Could you copy every line from the material below in which "Barra" appears?

* **DATA UNDER STUDY**:
· · ·

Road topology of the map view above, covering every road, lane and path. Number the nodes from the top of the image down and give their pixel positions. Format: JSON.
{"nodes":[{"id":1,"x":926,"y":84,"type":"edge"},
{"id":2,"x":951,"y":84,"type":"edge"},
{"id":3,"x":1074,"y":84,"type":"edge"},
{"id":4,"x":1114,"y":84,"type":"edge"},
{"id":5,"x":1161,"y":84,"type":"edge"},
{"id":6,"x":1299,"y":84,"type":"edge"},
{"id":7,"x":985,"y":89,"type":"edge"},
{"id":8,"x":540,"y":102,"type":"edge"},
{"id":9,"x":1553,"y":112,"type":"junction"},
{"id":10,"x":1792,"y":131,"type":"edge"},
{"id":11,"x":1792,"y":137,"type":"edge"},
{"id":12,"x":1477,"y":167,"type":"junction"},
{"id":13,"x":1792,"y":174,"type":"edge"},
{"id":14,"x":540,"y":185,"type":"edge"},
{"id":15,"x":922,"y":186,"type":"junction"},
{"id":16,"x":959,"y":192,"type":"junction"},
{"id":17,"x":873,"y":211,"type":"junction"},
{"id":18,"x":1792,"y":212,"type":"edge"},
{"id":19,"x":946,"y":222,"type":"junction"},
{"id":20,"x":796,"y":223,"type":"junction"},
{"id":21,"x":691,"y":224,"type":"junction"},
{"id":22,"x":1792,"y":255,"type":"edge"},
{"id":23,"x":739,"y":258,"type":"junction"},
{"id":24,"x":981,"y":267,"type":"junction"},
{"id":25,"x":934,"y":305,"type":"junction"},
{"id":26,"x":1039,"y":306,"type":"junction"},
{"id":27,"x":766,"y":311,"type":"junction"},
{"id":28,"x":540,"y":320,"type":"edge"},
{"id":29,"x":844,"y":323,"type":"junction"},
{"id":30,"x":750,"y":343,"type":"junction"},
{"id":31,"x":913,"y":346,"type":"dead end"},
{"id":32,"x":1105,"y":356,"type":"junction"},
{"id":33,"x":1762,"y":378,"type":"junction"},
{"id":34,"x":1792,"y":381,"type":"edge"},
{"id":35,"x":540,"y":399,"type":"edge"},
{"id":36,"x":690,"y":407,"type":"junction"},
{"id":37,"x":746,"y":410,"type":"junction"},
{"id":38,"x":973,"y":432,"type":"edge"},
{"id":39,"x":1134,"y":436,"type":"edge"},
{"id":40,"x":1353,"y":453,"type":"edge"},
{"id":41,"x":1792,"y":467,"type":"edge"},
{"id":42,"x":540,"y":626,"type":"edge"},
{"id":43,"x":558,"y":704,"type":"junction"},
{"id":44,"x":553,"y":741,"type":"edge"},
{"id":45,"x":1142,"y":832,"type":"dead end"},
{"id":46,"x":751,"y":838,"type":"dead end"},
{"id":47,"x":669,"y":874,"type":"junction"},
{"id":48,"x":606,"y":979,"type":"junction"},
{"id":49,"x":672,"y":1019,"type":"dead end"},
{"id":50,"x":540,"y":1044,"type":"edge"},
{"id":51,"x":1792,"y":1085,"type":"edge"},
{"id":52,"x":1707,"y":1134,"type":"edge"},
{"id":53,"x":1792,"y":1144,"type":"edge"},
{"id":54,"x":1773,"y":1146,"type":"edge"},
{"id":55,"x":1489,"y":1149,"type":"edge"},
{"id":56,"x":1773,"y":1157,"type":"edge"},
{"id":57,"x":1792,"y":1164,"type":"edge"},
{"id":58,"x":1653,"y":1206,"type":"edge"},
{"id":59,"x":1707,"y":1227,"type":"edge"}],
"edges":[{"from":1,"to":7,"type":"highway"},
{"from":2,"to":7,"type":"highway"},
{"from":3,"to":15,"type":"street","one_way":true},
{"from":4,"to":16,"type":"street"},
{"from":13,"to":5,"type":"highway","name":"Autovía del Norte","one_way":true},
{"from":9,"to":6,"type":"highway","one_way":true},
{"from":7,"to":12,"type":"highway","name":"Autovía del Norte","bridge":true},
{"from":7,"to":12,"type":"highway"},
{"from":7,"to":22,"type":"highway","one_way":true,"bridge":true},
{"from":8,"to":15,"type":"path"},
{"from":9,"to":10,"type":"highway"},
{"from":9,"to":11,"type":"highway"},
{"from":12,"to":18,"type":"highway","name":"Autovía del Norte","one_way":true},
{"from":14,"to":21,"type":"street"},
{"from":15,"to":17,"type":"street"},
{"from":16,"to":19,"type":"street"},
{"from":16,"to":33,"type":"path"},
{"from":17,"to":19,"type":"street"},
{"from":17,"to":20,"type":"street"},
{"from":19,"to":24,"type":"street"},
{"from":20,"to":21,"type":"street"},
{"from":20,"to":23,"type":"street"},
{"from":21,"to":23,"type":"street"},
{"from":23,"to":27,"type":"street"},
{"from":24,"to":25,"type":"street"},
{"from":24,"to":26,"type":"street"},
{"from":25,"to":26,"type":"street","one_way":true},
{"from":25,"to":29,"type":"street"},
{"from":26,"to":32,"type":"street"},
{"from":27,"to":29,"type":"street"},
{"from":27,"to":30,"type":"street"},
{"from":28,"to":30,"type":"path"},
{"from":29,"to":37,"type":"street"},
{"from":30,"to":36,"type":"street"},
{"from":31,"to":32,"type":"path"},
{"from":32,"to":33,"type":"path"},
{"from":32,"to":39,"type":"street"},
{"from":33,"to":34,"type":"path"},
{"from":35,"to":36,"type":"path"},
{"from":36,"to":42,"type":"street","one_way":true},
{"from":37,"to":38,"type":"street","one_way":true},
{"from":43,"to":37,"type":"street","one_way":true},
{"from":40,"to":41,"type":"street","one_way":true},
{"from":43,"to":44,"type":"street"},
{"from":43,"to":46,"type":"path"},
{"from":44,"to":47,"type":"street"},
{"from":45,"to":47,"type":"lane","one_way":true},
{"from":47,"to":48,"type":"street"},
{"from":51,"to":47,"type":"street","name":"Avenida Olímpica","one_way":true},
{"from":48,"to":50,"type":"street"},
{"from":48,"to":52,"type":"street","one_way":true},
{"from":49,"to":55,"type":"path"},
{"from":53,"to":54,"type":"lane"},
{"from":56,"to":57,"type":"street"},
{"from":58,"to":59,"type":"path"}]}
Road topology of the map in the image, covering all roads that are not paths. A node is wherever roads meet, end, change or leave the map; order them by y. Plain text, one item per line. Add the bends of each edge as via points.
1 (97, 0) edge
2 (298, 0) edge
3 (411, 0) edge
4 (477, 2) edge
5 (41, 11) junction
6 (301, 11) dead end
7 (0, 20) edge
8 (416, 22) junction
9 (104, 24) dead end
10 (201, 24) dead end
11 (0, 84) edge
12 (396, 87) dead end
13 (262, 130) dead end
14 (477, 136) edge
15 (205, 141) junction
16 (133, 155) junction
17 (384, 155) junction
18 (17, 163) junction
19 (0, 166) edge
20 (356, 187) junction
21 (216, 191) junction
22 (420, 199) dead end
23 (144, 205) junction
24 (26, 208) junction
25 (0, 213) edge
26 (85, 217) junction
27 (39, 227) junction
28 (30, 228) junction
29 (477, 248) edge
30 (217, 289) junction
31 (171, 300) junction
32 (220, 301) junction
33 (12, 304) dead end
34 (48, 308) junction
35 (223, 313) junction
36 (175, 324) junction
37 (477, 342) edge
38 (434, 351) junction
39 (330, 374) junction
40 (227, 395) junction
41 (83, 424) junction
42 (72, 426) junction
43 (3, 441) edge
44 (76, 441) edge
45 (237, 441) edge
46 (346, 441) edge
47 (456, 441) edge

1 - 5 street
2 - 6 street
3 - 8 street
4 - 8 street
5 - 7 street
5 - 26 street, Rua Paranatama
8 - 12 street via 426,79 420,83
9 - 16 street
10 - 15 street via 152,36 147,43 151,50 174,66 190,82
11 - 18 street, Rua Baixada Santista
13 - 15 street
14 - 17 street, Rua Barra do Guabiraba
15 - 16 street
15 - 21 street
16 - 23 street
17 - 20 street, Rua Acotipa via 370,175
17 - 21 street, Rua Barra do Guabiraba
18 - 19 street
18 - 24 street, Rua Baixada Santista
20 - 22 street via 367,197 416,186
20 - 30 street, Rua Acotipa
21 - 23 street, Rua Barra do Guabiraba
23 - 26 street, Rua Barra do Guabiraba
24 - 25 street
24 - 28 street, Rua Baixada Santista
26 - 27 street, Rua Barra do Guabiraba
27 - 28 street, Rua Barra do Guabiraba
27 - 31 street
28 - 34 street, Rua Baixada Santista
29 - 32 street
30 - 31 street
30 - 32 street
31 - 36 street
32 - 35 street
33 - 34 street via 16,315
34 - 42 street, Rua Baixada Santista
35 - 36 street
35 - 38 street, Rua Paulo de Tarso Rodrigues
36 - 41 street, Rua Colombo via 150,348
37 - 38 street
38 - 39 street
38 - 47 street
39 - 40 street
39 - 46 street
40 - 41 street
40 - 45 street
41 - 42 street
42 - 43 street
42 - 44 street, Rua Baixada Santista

· · ·

* **YOUR RESPONSE**:
14 - 17 street, Rua Barra do Guabiraba
17 - 21 street, Rua Barra do Guabiraba
21 - 23 street, Rua Barra do Guabiraba
23 - 26 street, Rua Barra do Guabiraba
26 - 27 street, Rua Barra do Guabiraba
27 - 28 street, Rua Barra do Guabiraba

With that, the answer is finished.